■ Directions for this task
In the entries below, find the line with "middle pip: (408, 234)" and the line with "pinky tip: (411, 208)". Return those two lines and all lines between them, exactly.

Start of Task inputs

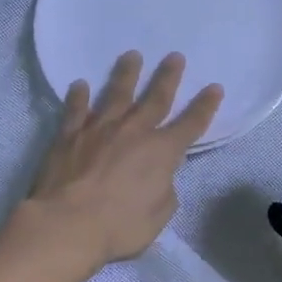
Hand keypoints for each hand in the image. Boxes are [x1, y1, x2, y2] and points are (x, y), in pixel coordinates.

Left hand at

End of Task inputs
Start of Task inputs

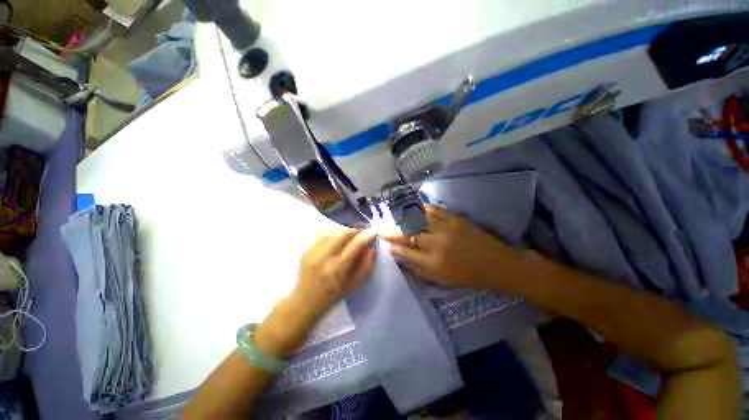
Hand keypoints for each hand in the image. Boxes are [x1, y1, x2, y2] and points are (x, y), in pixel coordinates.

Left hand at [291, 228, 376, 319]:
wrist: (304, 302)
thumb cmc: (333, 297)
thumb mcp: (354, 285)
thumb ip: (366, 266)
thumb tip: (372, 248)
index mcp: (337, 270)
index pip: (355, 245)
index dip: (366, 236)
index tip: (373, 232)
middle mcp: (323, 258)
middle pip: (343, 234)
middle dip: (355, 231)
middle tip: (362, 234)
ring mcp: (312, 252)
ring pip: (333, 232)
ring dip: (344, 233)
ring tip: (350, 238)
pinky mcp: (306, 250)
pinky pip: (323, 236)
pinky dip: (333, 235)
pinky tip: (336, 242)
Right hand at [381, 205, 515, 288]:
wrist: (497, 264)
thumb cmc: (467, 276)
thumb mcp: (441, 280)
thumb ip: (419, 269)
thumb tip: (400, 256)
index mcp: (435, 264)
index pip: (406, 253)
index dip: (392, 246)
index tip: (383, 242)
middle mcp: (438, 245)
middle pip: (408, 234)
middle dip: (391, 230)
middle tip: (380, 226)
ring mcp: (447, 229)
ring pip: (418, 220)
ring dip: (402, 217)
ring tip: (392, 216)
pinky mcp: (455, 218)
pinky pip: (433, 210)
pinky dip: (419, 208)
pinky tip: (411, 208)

End of Task inputs

■ Result for this task
middle pip: (408, 234)
middle dip: (391, 230)
middle tip: (380, 226)
ring mcp: (447, 229)
ring pip: (418, 220)
ring dip: (402, 217)
ring tip: (392, 216)
pinky mcp: (455, 218)
pinky pip: (433, 210)
pinky dip: (419, 208)
pinky tip: (411, 208)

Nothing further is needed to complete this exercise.